Early Bird Cafe
July 18th, 2012

I’ve had some memorable meals in Wyoming, but I can’t say that any place I ever ate in the Cowboy State would rate even half a star in the Michelin Guide. Except for the annual crawfish boil at the Cam-Plex in Gillette, I’d heartily recommend you steer clear of seafood. Same goes for any and all Chinese restaurants near railroad tracks and truck stops along the I-80 corridor. If you should ever find yourself on a cattle drive in Wyoming and the cook rings the dinner bell, I’d strongly suggest you pretend you didn’t hear it.

And yet today I learn that a man I once met in South Pass City has inspired an upscale eatery in Fullerton, California. In fact, John Bain’s picture now looms larger than life on the wall of the Early Bird, which opened just three days ago and is already winning rave reviews.

“It’s just a man and his stove,” explained chef Joseph Mahon. Mahon never was a guest at Bain’s table, but he and his partners have evidently drawn inspiration from the image. “We’re trying to redefine the American breakfast one step at a time.”

Among the restaurant’s signature dishes is something called “John Bain’s Beast.” I don’t know what’s in it, and neither would John Bain, who, at the time I met him, was the only year-round resident of South Pass City.
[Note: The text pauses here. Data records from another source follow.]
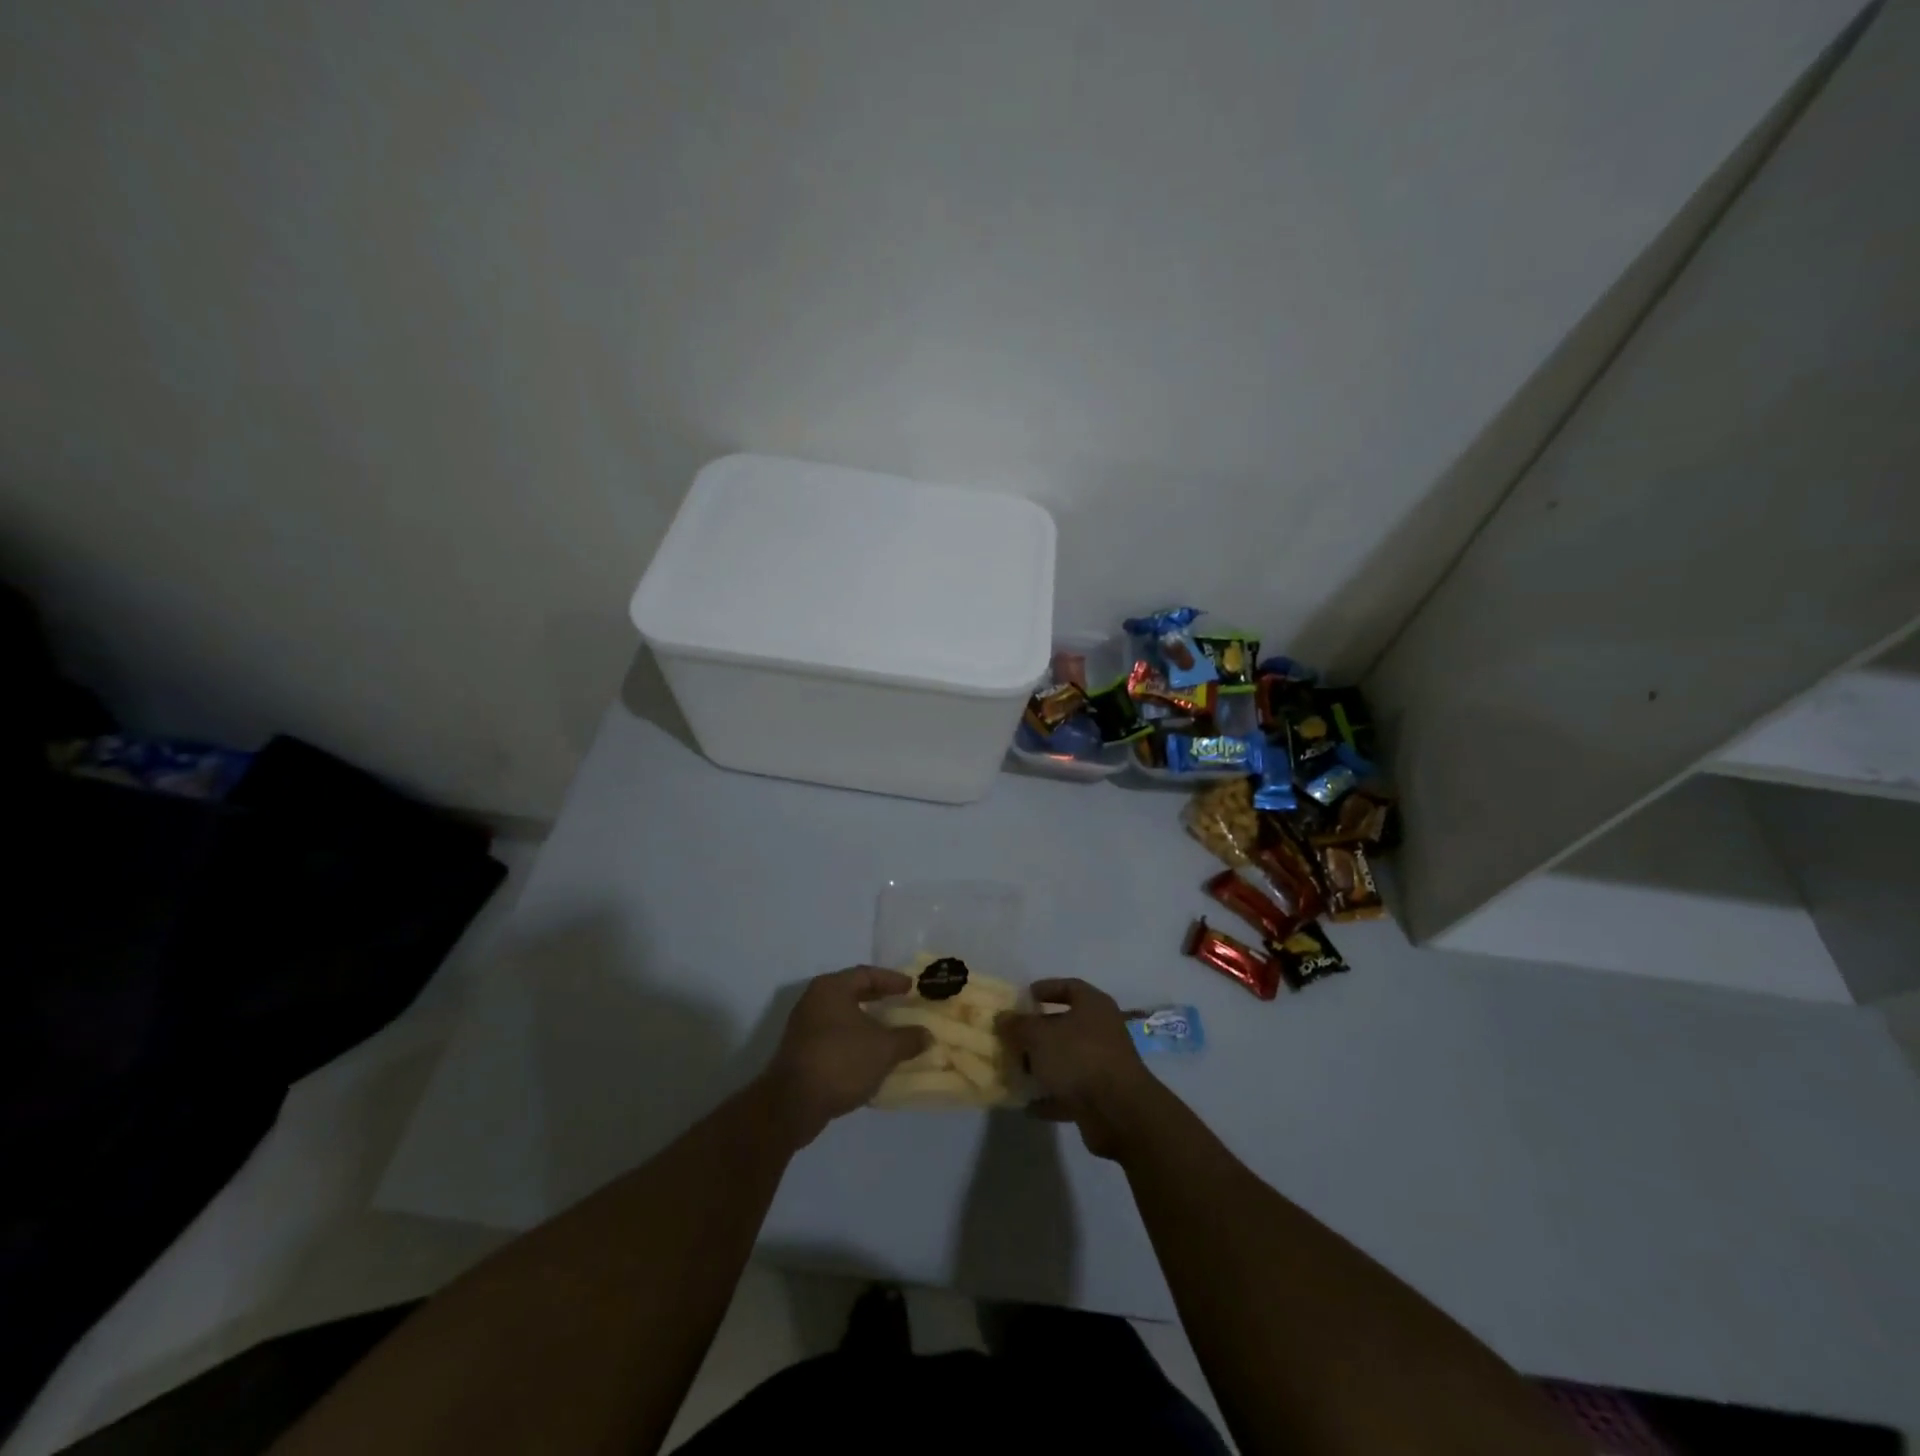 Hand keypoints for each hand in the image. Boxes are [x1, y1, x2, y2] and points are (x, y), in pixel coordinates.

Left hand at [762, 967, 931, 1147]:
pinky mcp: (800, 1052)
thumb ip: (908, 1038)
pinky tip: (868, 1056)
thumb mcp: (884, 1049)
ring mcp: (803, 1027)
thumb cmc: (841, 1061)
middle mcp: (814, 1000)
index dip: (891, 980)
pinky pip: (833, 1037)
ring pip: (841, 1016)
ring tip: (888, 1031)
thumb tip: (926, 1035)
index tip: (911, 988)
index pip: (866, 974)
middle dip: (878, 999)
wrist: (792, 1104)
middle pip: (851, 992)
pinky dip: (853, 1040)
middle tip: (901, 1004)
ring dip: (865, 1022)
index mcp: (831, 988)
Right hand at [997, 978, 1162, 1159]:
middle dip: (1038, 1032)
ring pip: (1067, 1059)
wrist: (1119, 1112)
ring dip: (1043, 1066)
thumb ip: (1018, 1025)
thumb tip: (1002, 1017)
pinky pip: (1071, 1092)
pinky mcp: (1101, 1097)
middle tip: (1012, 1037)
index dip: (1046, 989)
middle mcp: (1102, 1030)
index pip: (1069, 987)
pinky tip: (1028, 1105)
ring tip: (1015, 1071)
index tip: (1024, 997)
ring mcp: (1104, 1065)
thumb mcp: (1039, 1036)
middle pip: (1066, 1025)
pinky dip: (1051, 1097)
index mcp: (1093, 1006)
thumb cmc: (1078, 1058) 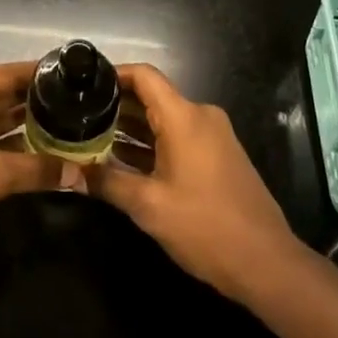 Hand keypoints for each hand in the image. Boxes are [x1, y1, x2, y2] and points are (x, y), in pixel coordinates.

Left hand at [0, 61, 59, 268]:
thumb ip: (38, 169)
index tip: (76, 77)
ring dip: (24, 125)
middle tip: (78, 104)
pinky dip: (7, 143)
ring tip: (66, 125)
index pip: (9, 73)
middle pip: (2, 94)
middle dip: (37, 102)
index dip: (42, 75)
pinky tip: (39, 151)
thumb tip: (80, 174)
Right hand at [91, 64, 303, 301]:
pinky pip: (180, 137)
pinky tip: (126, 161)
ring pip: (165, 119)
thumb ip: (107, 182)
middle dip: (117, 105)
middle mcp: (200, 116)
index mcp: (184, 117)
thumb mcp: (148, 206)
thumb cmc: (205, 226)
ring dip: (133, 128)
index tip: (85, 84)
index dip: (113, 74)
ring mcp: (213, 136)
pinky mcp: (219, 156)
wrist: (266, 263)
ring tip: (94, 138)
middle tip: (80, 116)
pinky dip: (153, 143)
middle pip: (153, 96)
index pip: (144, 76)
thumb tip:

Much of that time he had spent snowbound, with no one to talk to but his good friend and fellow hermit Dave Haddenham, of nearby Atlantic City. Oh, and on the winter day I hiked in, the pair were entertaining two lady friends from Lander, who had evidently been shuttled in on dogsleds. John, Dave, and the girls passed the hours drinking coffee and playing Canasta as a blizzard raged outside. I couldn’t help noticing that Dave never removed his insulated cap with earflaps. In South Pass City, elevation 8597 ft., hypothermia is something you need to avoid at all costs!

Canasta

John and Dave both worried that their rustic way of life was about to come to an end—and come to an end it did. When I last visited South Pass ten years ago I could find no trace of John’s house, no trace of John’s Model T truck, no trace of John. The woman who minds the restored Smith-Sherlock General Store told me she had never heard of John Bain. I didn’t bother asking anyone else because no one around was old enough to remember how things were before the ghost town was resurrected as a facsimile of a nineteenth century mining camp. Nowadays you can find painted dance hall ladies and bewhiskered geezers in period costumes lolling about on the boardwalk in front of the Carissa Saloon, and there’s even a privy out back with a picture window—if you can believe it!—so that tourists can peer inside and imagine what life was like back when miners’ quarters consisted of “two rooms and a path.”

I feel privileged to have gotten to South Pass when I did, and regret that I didn’t get there even sooner, before the gold seam pinched out and the old-timers either moved away or passed on. I also regret that I appear to have focused my Leica on the Majestic coal stove instead of John Bain—who, thanks to me, has come back from the dead as a slightly fuzzy enlargement adorning the wall of of a pretty good place to eat breakfast in Fullerton, California.